My multi-threaded bzip2 utility, lbzip2 was chosen for this purpose. When starting the project, I compiled the then most recent version, 0.17, with "Makefile.portable", which passes the -O flag to the compiler, enabling unspecified optimization. Considering the previous paragraph, my original decision to code lbzip2 based exclusively on the Single UNIX® Specification, Version 2, was very fortunate; I didn't have to change anything. (SUSv2 is the first SUS version with threads.)
On this platform, a 32-bit binary is built by default (ELF 32-bit MSB executable SPARC32PLUS Version 1, V8+ Required), but by slightly editing the order of preferred UNIX98 programming environments in "lfs.sh", a 64-bit binary could be built as well (ELF 64-bit MSB executable SPARCV9 Version 1).
lbzip2 utilizes the POSIX Threads API, and the low-level interface of Julian Seward's bzip2 library. I found version 1.0.4 of the latter preinstalled on regina.
(The charts can be magnified by right-clicking them and viewing them separately, or by resizing your browser window. The gnumeric worksheet, version 1.17, can be downloaded here.)
Throughput denotes the number of bytes consumed from the (plain text or compressed) input file per unit time.
|Cumulative Throughput [MB/s]||Per-Worker Throughput [MB/s]|
|32-bit compression||64-bit compression|
|32-bit decompression||64-bit decompression|
|VMem Peak for Whole Test Job [MB]||VMem Peak Averaged Per Worker [MB]|
lbzip2 scales almost linearly. I'm especially content with the scaling of the multiple-workers decompressor, which distributes the scanning for the bit-aligned bzip2 block boundary bit-strings over the worker threads, so that the splitter can remain input-bound. As expected, the per-thread efficiency deteriorates slowly as the number of threads increases.
The sharp drop in decompressor performance from one worker thread to two worker threads is explained by the fact that lbzip2 provides a dedicated, single-worker decompressor algorithm.
The 32-bit binary performs better during compression, while the 64-bit binary performs better during decompression. I suspect the 32-bit bzip2 library is faster in both modes; however, lbzip2's multiple-workers decompressor does a lot of 64-bit shifting, and this is likely so much slower in the 32-bit binary that its decompression advantage evaporates. The 32-bit binary runs out of address space with more than 90 threads during decompression.
Bzip2 compressor utilities are very CPU-cache sensitive.

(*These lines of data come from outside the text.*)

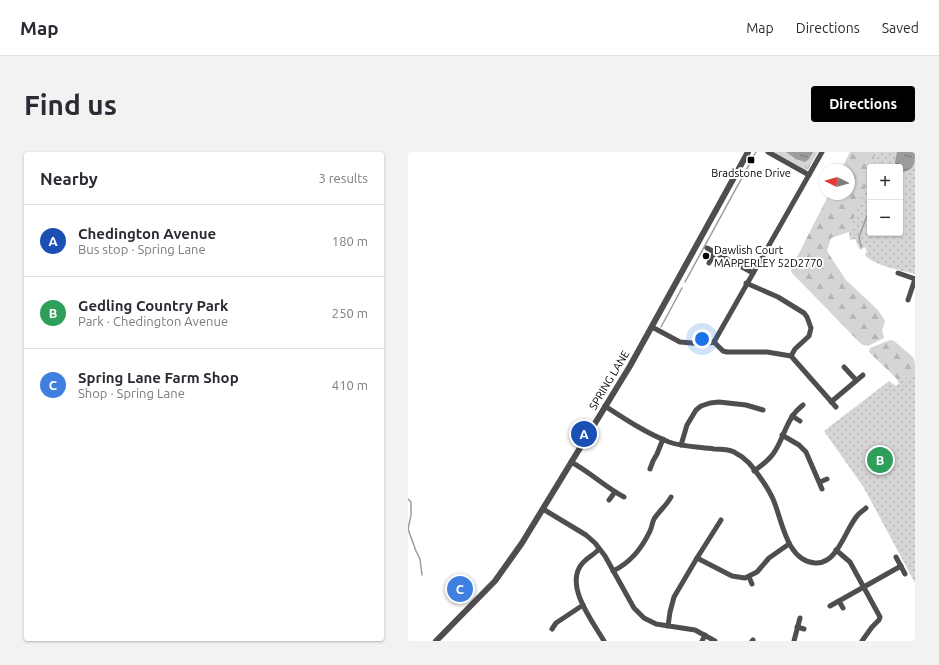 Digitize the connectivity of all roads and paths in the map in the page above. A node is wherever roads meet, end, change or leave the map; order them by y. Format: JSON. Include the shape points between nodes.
{"nodes":[{"id":1,"x":748,"y":152,"type":"edge"},
{"id":2,"x":768,"y":152,"type":"edge"},
{"id":3,"x":822,"y":152,"type":"edge"},
{"id":4,"x":809,"y":175,"type":"junction"},
{"id":5,"x":707,"y":248,"type":"dead end"},
{"id":6,"x":715,"y":252,"type":"junction"},
{"id":7,"x":709,"y":263,"type":"dead end"},
{"id":8,"x":753,"y":273,"type":"junction"},
{"id":9,"x":898,"y":273,"type":"dead end"},
{"id":10,"x":915,"y":279,"type":"edge"},
{"id":11,"x":746,"y":283,"type":"junction"},
{"id":12,"x":908,"y":300,"type":"dead end"},
{"id":13,"x":652,"y":327,"type":"junction"},
{"id":14,"x":714,"y":342,"type":"junction"},
{"id":15,"x":791,"y":356,"type":"junction"},
{"id":16,"x":844,"y":366,"type":"dead end"},
{"id":17,"x":863,"y":375,"type":"dead end"},
{"id":18,"x":856,"y":380,"type":"junction"},
{"id":19,"x":831,"y":402,"type":"junction"},
{"id":20,"x":803,"y":405,"type":"dead end"},
{"id":21,"x":605,"y":406,"type":"junction"},
{"id":22,"x":836,"y":407,"type":"dead end"},
{"id":23,"x":759,"y":411,"type":"dead end"},
{"id":24,"x":792,"y":416,"type":"junction"},
{"id":25,"x":800,"y":420,"type":"dead end"},
{"id":26,"x":782,"y":436,"type":"junction"},
{"id":27,"x":662,"y":439,"type":"junction"},
{"id":28,"x":681,"y":445,"type":"junction"},
{"id":29,"x":647,"y":457,"type":"dead end"},
{"id":30,"x":653,"y":460,"type":"junction"},
{"id":31,"x":571,"y":462,"type":"junction"},
{"id":32,"x":650,"y":469,"type":"dead end"},
{"id":33,"x":754,"y":471,"type":"junction"},
{"id":34,"x":827,"y":478,"type":"dead end"},
{"id":35,"x":820,"y":482,"type":"junction"},
{"id":36,"x":822,"y":489,"type":"dead end"},
{"id":37,"x":615,"y":492,"type":"junction"},
{"id":38,"x":624,"y":497,"type":"dead end"},
{"id":39,"x":671,"y":497,"type":"dead end"},
{"id":40,"x":609,"y":500,"type":"dead end"},
{"id":41,"x":866,"y":508,"type":"dead end"},
{"id":42,"x":543,"y":509,"type":"junction"},
{"id":43,"x":852,"y":512,"type":"dead end"},
{"id":44,"x":857,"y":516,"type":"junction"},
{"id":45,"x":721,"y":520,"type":"dead end"},
{"id":46,"x":717,"y":526,"type":"junction"},
{"id":47,"x":723,"y":530,"type":"dead end"},
{"id":48,"x":789,"y":544,"type":"junction"},
{"id":49,"x":600,"y":549,"type":"junction"},
{"id":50,"x":836,"y":550,"type":"junction"},
{"id":51,"x":696,"y":558,"type":"junction"},
{"id":52,"x":896,"y":558,"type":"dead end"},
{"id":53,"x":901,"y":566,"type":"junction"},
{"id":54,"x":613,"y":571,"type":"junction"},
{"id":55,"x":905,"y":574,"type":"dead end"},
{"id":56,"x":749,"y":577,"type":"junction"},
{"id":57,"x":752,"y":584,"type":"dead end"},
{"id":58,"x":864,"y":586,"type":"junction"},
{"id":59,"x":839,"y":601,"type":"junction"},
{"id":60,"x":583,"y":605,"type":"junction"},
{"id":61,"x":830,"y":606,"type":"dead end"},
{"id":62,"x":843,"y":608,"type":"dead end"},
{"id":63,"x":800,"y":618,"type":"dead end"},
{"id":64,"x":556,"y":623,"type":"junction"},
{"id":65,"x":668,"y":626,"type":"junction"},
{"id":66,"x":797,"y":627,"type":"junction"},
{"id":67,"x":562,"y":628,"type":"dead end"},
{"id":68,"x":552,"y":629,"type":"dead end"},
{"id":69,"x":804,"y":629,"type":"dead end"},
{"id":70,"x":705,"y":636,"type":"junction"},
{"id":71,"x":436,"y":641,"type":"edge"},
{"id":72,"x":604,"y":641,"type":"edge"},
{"id":73,"x":702,"y":641,"type":"edge"},
{"id":74,"x":715,"y":641,"type":"edge"},
{"id":75,"x":794,"y":641,"type":"edge"},
{"id":76,"x":862,"y":641,"type":"edge"}],
"edges":[{"from":1,"to":13,"type":"street","name":"SPRING LANE"},
{"from":2,"to":4,"type":"street"},
{"from":3,"to":4,"type":"street"},
{"from":4,"to":8,"type":"street"},
{"from":5,"to":6,"type":"street"},
{"from":6,"to":7,"type":"street"},
{"from":6,"to":8,"type":"street"},
{"from":8,"to":11,"type":"street"},
{"from":9,"to":10,"type":"street"},
{"from":10,"to":12,"type":"street"},
{"from":11,"to":14,"type":"street"},
{"from":11,"to":15,"type":"street","via":[[778,297],[807,316],[811,328],[809,336]]},
{"from":13,"to":14,"type":"street","via":[[680,342]]},
{"from":13,"to":21,"type":"street","name":"SPRING LANE"},
{"from":14,"to":15,"type":"street","via":[[727,352],[767,352]]},
{"from":15,"to":19,"type":"street"},
{"from":16,"to":18,"type":"street"},
{"from":17,"to":18,"type":"street"},
{"from":18,"to":19,"type":"street"},
{"from":19,"to":22,"type":"street"},
{"from":20,"to":24,"type":"street"},
{"from":21,"to":27,"type":"street"},
{"from":21,"to":31,"type":"street","name":"SPRING LANE"},
{"from":23,"to":28,"type":"street","via":[[746,405],[719,402],[701,406],[687,425]]},
{"from":24,"to":25,"type":"street"},
{"from":24,"to":26,"type":"street"},
{"from":26,"to":33,"type":"street","via":[[773,455]]},
{"from":26,"to":35,"type":"street","via":[[806,452]]},
{"from":27,"to":28,"type":"street"},
{"from":27,"to":30,"type":"street"},
{"from":28,"to":33,"type":"street","via":[[734,452]]},
{"from":29,"to":30,"type":"street"},
{"from":30,"to":32,"type":"street"},
{"from":31,"to":37,"type":"street"},
{"from":31,"to":42,"type":"street","name":"SPRING LANE"},
{"from":33,"to":48,"type":"street","via":[[772,497]]},
{"from":34,"to":35,"type":"street"},
{"from":35,"to":36,"type":"street"},
{"from":37,"to":38,"type":"street"},
{"from":37,"to":40,"type":"street"},
{"from":39,"to":54,"type":"street","via":[[670,504],[654,519],[650,531],[632,559]]},
{"from":41,"to":44,"type":"street"},
{"from":42,"to":49,"type":"street","via":[[586,535]]},
{"from":42,"to":71,"type":"street","name":"SPRING LANE","via":[[495,581]]},
{"from":43,"to":44,"type":"street"},
{"from":44,"to":50,"type":"street"},
{"from":45,"to":46,"type":"street"},
{"from":46,"to":47,"type":"street"},
{"from":46,"to":51,"type":"street"},
{"from":48,"to":50,"type":"street","via":[[810,563],[825,562]]},
{"from":48,"to":56,"type":"street","via":[[772,555],[760,570]]},
{"from":49,"to":54,"type":"street"},
{"from":49,"to":60,"type":"street","via":[[584,562],[578,571],[577,592]]},
{"from":50,"to":58,"type":"street","via":[[850,562]]},
{"from":51,"to":56,"type":"street","via":[[732,576]]},
{"from":51,"to":65,"type":"street","via":[[674,597]]},
{"from":52,"to":53,"type":"street"},
{"from":53,"to":55,"type":"street"},
{"from":53,"to":58,"type":"street"},
{"from":54,"to":65,"type":"street","via":[[638,613],[652,623]]},
{"from":56,"to":57,"type":"street"},
{"from":58,"to":59,"type":"street"},
{"from":58,"to":76,"type":"street","via":[[880,617]]},
{"from":59,"to":61,"type":"street"},
{"from":59,"to":62,"type":"street"},
{"from":60,"to":64,"type":"street"},
{"from":60,"to":72,"type":"street"},
{"from":63,"to":66,"type":"street"},
{"from":64,"to":67,"type":"street"},
{"from":64,"to":68,"type":"street"},
{"from":65,"to":70,"type":"street","via":[[691,629]]},
{"from":66,"to":69,"type":"street"},
{"from":66,"to":75,"type":"street"},
{"from":70,"to":73,"type":"street"},
{"from":70,"to":74,"type":"street"}]}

Considering how each worker thread required no more than 7,600,000 bytes for the actual compression / decompression, plus some additional memory for bookkeeping, the "hot" sets fit easily into the huge CPU-cache of regina: each CPU possesses 32MB dedicated cache, and runs two worker threads. Looking at the "VMem Peak Averaged Per Worker" chart, which also accounts for buffered input/output blocks, there may have been very little cache contention.
In this aspect, the experiment failed to work as a true shared memory test, because the cache coherence implementation of the gigantic platform effectively provided message-passing under the hood (as lbzip2 mostly employs the producers-consumers pattern). At least up to the tested number of worker threads, lbzip2 was unable to stress the scalability limits of the underlying platform (which is otherwise quite pleasant for lbzip2 users on such platforms).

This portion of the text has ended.